Lords Reinsert Free Speech Clause in U.K. Gay Hate Crimes Bill: Gov’t Admits Defeat

An amendment to protect freedom of expression that was voted down earlier this week in the House of Commons, has once again been reinserted by the House of Lords into the UK’s homosexual hate crimes bill. The Labour government has indicated that it has finally accepted the free speech clause in the Coroners and Justice Bill after the Lords voted for it 179 to 135 last night.

The Christian Institute, the lobby organization that organized opposition to the bill, said that the government’s “gay hate crime” law will now include a protection for the free speech of those who wish to express their religious or ethical beliefs about sexual conduct.

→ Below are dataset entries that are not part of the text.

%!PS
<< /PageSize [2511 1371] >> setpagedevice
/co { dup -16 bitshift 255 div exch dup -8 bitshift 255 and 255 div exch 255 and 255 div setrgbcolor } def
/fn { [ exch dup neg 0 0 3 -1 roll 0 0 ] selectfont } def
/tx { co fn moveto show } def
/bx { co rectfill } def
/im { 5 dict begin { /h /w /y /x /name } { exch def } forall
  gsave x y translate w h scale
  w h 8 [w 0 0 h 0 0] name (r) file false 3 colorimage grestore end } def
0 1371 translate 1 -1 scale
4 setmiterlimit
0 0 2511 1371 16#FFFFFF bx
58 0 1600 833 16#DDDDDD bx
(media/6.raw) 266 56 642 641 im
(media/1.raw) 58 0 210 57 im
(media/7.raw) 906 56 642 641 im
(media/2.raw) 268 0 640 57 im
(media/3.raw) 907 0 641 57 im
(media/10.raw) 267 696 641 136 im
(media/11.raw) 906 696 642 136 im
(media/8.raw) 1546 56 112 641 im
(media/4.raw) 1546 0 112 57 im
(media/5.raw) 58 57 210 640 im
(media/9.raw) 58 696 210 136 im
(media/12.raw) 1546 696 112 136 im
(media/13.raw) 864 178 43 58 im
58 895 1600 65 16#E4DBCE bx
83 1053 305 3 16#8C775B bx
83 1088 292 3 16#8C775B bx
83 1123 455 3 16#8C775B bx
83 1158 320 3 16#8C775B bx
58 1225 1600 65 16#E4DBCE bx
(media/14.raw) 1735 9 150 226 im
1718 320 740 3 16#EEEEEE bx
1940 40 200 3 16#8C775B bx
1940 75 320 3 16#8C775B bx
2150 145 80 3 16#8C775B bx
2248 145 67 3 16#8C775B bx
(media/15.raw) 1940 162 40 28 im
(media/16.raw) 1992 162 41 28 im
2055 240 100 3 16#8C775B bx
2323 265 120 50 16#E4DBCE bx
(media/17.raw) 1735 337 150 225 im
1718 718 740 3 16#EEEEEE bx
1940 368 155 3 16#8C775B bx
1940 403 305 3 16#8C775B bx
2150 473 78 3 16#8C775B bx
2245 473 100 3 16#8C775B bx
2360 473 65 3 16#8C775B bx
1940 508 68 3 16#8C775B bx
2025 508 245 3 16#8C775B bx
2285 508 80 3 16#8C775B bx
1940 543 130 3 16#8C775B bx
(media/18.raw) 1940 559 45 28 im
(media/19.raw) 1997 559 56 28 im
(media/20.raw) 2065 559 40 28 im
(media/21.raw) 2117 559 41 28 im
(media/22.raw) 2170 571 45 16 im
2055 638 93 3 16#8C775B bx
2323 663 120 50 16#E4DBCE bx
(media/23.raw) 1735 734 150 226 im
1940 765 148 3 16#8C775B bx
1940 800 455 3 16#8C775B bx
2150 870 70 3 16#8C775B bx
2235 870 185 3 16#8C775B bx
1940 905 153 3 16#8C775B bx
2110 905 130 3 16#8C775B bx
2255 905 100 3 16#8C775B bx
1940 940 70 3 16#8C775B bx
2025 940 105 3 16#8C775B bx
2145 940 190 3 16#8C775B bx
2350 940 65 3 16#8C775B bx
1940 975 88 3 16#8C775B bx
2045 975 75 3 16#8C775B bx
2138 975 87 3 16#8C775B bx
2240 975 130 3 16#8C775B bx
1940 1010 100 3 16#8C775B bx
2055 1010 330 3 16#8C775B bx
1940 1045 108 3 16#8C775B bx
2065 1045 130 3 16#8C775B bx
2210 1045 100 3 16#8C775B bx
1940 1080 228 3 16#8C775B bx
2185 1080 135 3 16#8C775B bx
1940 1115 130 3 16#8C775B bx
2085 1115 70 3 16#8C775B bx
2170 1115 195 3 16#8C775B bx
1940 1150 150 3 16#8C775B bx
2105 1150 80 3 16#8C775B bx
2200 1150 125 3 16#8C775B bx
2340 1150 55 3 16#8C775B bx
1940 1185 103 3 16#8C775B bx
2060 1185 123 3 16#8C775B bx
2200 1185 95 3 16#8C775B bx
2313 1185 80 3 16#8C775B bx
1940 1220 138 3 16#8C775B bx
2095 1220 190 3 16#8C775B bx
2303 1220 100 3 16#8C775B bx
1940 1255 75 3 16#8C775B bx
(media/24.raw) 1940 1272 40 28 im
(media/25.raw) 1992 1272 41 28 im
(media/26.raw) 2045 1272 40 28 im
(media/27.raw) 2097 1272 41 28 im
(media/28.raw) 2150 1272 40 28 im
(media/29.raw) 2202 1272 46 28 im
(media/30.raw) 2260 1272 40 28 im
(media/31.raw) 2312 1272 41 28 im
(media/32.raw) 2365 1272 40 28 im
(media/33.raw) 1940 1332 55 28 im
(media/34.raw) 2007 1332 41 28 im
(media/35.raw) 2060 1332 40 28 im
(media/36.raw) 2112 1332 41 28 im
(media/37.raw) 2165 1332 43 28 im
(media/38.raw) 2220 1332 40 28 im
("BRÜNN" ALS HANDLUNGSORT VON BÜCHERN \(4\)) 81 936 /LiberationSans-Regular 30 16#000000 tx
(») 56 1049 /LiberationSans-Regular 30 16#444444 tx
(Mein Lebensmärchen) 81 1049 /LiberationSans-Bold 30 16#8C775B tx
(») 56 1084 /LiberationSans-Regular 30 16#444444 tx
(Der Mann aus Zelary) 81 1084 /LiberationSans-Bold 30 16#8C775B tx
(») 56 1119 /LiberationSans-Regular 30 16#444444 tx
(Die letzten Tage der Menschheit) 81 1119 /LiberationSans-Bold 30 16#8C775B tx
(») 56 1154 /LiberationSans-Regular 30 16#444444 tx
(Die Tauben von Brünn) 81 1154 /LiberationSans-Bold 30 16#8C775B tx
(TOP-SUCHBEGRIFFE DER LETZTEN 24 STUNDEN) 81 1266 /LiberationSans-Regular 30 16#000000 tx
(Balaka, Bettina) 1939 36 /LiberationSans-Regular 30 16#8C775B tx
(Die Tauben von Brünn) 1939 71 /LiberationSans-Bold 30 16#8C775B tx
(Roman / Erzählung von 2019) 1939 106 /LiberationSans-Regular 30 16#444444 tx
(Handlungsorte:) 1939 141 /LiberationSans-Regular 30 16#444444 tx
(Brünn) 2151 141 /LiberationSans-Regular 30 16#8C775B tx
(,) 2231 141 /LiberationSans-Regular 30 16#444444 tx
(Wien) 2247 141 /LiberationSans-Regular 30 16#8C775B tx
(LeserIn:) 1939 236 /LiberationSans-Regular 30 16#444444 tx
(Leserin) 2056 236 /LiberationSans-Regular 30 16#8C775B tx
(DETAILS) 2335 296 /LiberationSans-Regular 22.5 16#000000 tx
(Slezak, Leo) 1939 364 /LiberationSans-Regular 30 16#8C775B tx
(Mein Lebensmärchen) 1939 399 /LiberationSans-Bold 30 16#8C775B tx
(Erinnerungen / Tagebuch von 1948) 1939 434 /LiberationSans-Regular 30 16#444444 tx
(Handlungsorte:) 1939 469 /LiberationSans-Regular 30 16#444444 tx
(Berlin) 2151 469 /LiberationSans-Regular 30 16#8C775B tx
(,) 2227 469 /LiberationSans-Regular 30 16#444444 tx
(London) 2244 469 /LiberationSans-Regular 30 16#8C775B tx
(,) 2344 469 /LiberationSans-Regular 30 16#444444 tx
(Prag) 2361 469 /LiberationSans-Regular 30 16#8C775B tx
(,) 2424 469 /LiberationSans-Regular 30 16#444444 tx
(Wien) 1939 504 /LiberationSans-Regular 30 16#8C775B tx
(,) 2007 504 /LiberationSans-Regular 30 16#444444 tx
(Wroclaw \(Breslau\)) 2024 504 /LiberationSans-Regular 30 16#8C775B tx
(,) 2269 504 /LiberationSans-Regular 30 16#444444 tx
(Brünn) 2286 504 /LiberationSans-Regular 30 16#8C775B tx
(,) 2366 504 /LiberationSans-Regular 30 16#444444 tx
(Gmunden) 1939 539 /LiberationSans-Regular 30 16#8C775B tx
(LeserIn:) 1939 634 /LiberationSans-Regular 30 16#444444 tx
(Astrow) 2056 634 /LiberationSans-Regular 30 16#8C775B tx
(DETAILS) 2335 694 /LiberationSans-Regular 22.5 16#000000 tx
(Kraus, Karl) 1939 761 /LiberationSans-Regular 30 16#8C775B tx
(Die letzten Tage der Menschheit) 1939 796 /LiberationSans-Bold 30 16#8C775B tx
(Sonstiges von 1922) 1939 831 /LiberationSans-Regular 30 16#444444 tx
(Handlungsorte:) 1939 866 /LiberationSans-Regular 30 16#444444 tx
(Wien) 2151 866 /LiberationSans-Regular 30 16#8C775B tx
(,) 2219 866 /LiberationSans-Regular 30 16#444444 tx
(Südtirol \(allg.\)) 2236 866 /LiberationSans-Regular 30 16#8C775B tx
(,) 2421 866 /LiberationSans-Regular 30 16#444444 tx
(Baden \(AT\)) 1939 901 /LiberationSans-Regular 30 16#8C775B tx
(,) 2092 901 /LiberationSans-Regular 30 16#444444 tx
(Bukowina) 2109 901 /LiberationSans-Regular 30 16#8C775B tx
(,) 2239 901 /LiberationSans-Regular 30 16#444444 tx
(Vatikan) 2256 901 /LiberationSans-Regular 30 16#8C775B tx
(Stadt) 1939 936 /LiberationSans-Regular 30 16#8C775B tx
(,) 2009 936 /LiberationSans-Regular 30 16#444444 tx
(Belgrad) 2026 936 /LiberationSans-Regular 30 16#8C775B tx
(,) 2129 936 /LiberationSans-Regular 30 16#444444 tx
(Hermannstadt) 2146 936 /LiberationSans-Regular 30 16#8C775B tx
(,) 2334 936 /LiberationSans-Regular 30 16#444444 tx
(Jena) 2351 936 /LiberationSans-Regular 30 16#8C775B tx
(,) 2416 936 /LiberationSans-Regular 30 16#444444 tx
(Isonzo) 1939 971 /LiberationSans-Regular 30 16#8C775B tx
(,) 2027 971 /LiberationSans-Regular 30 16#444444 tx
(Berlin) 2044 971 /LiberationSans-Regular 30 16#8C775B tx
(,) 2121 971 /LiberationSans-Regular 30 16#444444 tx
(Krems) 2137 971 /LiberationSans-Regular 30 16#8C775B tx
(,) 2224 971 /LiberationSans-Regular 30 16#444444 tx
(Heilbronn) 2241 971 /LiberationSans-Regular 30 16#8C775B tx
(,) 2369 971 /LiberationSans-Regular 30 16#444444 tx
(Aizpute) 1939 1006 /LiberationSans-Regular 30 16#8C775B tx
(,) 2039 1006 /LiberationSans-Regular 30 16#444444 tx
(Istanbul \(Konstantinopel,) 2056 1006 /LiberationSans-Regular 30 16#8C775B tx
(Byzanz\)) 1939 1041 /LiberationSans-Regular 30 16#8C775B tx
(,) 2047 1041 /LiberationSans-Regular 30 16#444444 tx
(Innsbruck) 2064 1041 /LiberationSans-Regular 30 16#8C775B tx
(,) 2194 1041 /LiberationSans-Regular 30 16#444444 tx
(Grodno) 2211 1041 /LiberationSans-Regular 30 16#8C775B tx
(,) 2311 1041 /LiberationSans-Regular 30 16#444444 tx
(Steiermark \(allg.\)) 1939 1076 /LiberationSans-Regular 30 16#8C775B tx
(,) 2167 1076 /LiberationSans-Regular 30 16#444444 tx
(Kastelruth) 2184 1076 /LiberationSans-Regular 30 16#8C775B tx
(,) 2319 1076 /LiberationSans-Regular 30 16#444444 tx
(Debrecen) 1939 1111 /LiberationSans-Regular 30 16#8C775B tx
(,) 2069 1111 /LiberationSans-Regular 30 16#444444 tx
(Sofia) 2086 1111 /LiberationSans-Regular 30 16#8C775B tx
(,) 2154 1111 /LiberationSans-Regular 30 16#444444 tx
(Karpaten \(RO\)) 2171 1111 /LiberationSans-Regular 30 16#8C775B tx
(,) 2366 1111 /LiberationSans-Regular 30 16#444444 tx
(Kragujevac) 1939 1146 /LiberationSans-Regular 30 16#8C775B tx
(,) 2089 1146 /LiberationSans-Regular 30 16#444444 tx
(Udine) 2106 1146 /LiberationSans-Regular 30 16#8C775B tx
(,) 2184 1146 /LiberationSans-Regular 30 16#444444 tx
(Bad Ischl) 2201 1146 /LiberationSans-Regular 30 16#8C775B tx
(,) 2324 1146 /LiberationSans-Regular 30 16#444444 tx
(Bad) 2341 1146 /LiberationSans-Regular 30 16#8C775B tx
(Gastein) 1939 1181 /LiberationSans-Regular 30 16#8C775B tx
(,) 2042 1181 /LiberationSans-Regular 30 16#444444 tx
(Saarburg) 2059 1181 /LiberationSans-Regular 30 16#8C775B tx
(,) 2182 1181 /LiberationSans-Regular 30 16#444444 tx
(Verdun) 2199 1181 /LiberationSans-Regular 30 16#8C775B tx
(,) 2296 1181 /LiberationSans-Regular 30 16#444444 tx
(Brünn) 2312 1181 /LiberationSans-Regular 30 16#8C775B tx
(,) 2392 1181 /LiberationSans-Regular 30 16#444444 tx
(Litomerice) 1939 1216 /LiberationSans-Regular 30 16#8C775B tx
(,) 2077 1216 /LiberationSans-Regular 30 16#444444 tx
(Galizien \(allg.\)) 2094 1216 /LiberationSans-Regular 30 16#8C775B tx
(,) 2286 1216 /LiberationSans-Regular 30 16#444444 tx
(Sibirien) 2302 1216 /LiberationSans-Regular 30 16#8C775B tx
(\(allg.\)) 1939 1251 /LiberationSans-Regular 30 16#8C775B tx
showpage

The clause reads, “For the avoidance of doubt, the discussion or criticism of sexual conduct or practices or the urging of persons to refrain from or modify such conduct or practices shall not be taken of itself to be threatening or intended to stir up hatred.”

Labour ministers had objected that the clause was unnecessary, saying that the offence “only covers words or behavior that are threatening and intended to stir up hatred.” But critics have pointed to the numerous cases in which mere religiously-founded criticism, public and private, of homosexual activity and political activism have already brought the police to the door.

But after last night’s vote, a Ministry of Justice spokesman said, “As this parliamentary session ends today we can no longer delay the passage of this Bill. It is with considerable disappointment, therefore, that the government has agreed not to remove the ‘freedom of expression’ section.

“There is no doubt about the threshold of this offence. No ‘freedom of expression’ section is needed to explain it. The threshold is a high one. The offence only covers words or behavior that are threatening and intended to stir up hatred.”

The clause has been voted out of the bill by the House of Commons four times and been put back by the Lords each time. David Lord Waddington, the amendment’s principal sponsor, has said that perseverance was the key.

Lord Waddington said, “Well, we are living in a time when Christian beliefs are under attack. It’s something that I never thought I would see during my lifetime.”

For the first time, he said, Christians are “compelled to state our beliefs very very clearly.” “When issues arise which clearly are matters which affect our faith, we have got to be prepared to state our case before the public.”